San Jacinto museum banks on ‘sprit of giving’
After a six-week closure caused by the March 17 fire at Deer Park’s Internationals Terminal Co., the museum association for the San Jacinto State Historical Site is seeking donations to cover revenue losses estimated at $200,000.
The San Jacinto Museum of History Association is banking on what museum president Larry Spasic calls “the Texas spirit of giving” to get things right at the site where a Texan victory won Texas’ independence from Mexico in April 21, 1836.
While it had been quiet during the time tourists were kept away while air quality and soil samples were monitored, the museum’s administrative staff stayed busy developing ways people can help.
The Revenue Recovery Campaign has been set up to receive tax-free monetary donations three ways: a phone call to the museum, by mail or through its website.
“Those ways are the most efficient, the least expensive and most helpful ways that people can help us get back on our feet,” Spasic said.
Because the museum is a private nonprofit educational organization, it does not receive state or federal assistance with its budget, Spasic said. In addition, while there are fees to visit various exhibits, admission to the museum is free, and its officials want to keep it that way, Spasic said.
“People can come out and visit and leave spending only what gas money it took to get here; so when our site is shut down and we have guests from hundreds of Texas communities and all 50 states and District of Columbia and foreign nations not able to visit, that directly impacts our budget to the extent of thousands of dollars every day we’re closed,” Spasic said.
The museum had to cancel the annual San Jacinto Day festival and re-enactment, which attracts 15,000 visitors, and lost out on Spring Break tourists.

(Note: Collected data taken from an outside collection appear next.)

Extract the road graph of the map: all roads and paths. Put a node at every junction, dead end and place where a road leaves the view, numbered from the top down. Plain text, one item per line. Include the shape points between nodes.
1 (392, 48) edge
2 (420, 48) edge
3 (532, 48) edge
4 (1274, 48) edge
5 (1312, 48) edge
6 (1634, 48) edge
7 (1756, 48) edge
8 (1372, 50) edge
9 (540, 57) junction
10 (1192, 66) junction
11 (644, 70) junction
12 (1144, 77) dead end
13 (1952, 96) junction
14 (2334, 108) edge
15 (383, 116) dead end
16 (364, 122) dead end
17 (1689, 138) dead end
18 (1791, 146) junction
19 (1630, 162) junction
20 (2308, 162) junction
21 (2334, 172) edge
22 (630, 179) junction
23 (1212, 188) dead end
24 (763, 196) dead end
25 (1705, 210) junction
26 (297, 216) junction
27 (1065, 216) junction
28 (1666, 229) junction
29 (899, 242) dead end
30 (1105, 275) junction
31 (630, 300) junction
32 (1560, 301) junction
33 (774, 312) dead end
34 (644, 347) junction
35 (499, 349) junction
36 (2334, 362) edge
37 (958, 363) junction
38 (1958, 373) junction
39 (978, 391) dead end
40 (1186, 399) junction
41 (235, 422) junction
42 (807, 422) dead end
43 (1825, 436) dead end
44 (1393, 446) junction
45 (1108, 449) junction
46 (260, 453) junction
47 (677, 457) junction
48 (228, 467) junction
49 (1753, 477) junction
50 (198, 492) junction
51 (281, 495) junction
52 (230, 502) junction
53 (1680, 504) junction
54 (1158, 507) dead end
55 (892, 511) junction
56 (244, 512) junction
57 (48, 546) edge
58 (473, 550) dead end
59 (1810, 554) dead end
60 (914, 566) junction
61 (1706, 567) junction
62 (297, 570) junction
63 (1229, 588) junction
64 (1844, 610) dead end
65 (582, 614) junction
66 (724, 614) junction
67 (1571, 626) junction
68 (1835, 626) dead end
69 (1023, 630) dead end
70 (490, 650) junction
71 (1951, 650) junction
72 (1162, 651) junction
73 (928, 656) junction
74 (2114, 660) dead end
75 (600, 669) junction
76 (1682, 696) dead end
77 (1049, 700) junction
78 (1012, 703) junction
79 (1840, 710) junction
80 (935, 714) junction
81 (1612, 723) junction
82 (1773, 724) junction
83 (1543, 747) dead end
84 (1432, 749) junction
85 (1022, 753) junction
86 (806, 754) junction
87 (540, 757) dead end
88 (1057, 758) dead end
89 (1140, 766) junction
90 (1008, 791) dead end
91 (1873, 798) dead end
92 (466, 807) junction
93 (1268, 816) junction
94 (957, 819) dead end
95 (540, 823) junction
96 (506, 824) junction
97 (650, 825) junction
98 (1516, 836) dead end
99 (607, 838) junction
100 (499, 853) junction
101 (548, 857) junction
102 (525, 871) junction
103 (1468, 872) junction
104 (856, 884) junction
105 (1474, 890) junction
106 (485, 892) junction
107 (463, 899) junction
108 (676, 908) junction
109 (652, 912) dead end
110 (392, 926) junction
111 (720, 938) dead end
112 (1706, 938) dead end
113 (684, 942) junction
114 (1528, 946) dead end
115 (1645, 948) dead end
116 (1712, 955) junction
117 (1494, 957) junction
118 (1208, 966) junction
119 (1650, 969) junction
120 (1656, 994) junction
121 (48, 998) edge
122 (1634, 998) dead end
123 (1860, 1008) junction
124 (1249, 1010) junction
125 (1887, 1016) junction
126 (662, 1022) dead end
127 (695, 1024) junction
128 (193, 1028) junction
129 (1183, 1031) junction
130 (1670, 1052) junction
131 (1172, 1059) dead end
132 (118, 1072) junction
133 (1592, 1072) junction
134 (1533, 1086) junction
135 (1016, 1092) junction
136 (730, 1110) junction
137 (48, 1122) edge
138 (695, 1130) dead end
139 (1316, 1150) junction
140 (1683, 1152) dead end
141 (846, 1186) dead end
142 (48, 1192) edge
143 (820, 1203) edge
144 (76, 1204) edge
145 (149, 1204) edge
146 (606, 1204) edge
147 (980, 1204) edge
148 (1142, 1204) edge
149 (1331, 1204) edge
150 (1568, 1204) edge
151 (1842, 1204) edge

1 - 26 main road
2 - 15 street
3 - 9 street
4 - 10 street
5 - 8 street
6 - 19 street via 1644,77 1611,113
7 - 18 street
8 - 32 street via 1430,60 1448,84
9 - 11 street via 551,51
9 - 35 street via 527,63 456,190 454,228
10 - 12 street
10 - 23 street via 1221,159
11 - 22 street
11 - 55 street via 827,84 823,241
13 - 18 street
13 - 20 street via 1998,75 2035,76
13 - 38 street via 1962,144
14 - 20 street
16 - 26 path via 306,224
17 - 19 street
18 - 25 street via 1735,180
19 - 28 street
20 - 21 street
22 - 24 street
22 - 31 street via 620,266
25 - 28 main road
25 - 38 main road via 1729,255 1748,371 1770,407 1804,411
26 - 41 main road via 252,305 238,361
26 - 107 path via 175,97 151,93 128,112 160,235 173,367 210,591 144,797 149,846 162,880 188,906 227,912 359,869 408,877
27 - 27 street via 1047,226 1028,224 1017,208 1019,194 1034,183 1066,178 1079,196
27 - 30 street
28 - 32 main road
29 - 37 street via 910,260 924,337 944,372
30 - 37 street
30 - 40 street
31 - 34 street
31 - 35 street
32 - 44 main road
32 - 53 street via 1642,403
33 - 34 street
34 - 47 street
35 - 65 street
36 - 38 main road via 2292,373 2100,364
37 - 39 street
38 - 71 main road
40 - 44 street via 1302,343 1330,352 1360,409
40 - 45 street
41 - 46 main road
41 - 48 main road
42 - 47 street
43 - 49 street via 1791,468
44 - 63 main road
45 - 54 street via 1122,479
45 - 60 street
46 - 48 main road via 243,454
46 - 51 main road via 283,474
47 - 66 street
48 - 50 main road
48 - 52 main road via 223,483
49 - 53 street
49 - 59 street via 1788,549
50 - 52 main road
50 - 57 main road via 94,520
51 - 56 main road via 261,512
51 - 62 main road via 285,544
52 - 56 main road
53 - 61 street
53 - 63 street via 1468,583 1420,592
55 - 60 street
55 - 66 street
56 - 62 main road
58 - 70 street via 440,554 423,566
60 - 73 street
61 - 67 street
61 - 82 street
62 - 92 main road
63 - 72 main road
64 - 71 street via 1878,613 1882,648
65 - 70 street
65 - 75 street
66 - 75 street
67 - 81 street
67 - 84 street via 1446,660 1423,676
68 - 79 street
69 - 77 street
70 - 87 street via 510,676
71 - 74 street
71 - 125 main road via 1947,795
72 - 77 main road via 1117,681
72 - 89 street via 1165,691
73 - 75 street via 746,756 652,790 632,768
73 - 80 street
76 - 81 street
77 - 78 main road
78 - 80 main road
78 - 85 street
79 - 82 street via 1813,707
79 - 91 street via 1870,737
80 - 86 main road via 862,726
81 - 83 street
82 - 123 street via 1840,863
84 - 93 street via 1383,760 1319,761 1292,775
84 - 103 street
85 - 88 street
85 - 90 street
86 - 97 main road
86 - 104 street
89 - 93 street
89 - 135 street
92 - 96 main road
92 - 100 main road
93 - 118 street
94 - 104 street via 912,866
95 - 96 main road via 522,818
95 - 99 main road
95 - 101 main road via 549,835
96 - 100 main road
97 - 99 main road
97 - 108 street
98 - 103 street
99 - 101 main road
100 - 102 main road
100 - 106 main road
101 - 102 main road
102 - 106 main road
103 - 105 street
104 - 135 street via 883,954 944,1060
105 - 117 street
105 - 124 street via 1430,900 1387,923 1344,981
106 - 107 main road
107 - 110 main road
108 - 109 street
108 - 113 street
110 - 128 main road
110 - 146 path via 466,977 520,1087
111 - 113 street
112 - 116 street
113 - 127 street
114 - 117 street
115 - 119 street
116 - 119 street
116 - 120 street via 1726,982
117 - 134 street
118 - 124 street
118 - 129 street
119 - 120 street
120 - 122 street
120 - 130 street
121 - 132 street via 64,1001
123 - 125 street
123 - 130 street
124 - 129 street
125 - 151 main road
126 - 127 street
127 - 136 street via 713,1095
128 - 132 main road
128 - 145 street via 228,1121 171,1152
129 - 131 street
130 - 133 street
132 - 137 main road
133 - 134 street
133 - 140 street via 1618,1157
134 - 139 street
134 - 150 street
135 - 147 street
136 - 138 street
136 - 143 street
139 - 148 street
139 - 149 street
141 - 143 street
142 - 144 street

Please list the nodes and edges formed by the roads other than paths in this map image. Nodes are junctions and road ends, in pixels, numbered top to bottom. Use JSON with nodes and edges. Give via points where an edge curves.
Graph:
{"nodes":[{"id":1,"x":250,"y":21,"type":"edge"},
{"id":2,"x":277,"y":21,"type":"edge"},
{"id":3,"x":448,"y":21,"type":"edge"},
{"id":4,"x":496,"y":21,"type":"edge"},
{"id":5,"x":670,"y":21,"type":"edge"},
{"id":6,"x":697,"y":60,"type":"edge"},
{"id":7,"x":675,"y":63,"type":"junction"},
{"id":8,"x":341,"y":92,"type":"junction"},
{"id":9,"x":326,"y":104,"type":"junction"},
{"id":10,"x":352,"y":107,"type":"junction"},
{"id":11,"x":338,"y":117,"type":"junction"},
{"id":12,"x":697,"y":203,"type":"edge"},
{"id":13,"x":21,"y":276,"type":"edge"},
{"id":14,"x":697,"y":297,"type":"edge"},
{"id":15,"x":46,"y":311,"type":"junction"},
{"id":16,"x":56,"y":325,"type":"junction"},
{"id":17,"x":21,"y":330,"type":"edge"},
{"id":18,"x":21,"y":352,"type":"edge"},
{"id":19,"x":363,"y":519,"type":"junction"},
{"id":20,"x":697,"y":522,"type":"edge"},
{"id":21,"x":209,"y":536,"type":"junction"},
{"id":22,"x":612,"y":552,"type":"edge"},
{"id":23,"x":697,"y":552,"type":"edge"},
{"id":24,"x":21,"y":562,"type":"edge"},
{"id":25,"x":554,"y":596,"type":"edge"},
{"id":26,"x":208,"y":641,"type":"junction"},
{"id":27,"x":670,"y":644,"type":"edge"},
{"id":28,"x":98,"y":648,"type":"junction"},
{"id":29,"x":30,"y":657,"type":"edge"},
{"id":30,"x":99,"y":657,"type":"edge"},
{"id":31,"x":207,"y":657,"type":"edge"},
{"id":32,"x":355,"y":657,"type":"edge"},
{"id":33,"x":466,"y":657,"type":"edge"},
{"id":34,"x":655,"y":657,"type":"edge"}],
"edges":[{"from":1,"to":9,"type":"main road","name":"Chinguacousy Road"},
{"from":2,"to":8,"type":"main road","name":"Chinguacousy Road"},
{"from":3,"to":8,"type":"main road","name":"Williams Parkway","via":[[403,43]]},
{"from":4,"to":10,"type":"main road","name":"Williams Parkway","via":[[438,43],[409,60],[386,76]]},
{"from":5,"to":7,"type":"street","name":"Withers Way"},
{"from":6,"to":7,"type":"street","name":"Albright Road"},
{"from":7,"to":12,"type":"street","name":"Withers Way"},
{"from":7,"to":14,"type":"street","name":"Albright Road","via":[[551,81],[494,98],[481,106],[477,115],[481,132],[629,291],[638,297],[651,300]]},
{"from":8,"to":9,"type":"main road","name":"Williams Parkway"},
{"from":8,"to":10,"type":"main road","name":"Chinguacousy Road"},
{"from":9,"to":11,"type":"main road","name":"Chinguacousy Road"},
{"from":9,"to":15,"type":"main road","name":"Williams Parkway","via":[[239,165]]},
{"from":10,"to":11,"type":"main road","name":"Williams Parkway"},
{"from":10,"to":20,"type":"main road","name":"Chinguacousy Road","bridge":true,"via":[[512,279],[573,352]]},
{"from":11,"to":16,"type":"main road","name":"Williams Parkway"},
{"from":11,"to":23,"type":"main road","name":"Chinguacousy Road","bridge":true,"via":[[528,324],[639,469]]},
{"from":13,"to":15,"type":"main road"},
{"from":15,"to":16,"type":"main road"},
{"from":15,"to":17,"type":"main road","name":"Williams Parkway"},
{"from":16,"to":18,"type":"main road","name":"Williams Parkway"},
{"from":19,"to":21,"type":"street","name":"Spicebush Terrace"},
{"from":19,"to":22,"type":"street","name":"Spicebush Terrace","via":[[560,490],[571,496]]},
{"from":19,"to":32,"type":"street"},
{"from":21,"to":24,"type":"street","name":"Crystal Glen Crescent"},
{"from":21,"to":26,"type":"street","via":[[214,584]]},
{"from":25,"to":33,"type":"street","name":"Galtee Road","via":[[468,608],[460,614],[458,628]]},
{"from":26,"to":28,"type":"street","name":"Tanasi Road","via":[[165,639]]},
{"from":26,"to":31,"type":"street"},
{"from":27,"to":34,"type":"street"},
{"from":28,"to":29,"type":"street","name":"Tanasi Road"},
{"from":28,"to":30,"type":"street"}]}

“We are opening this museum understanding that we do have this challenge, but also understanding the history of who we are and importance of this site as the site where Texas won its independence, and how important it is to U.S. and world citizens,” Spasic said.
He cites the museum’s expansive collection of artifacts and documents that cover the histories of native people of Central America, Mexico and the Southwest. The museum loans pieces of that collection to other Texas museums, including the Bryan Museum in Galveston, the Witte Museum in San Antonio and the Bullock Texas State History Museum in Austin.
Museum items include a ring given to Sam Houston by his mother, a musket that was owned by Sam Houston and presidents James Madison and Andrew Jackson and a letter from the Queen Isabella of Spain.
When the San Jacinto museum reopened May 8, Spasic greeted visitors from three states who were unaware that the museum had been closed.
He said the recovery process can be used as an introduction to those unfamiliar with the museum’s role in Texas’ historical preservation.
“We just ask everyone to make an effort to donate what they can and to help us do what we have always done since we opened this museum on April 20, 1939,” he said.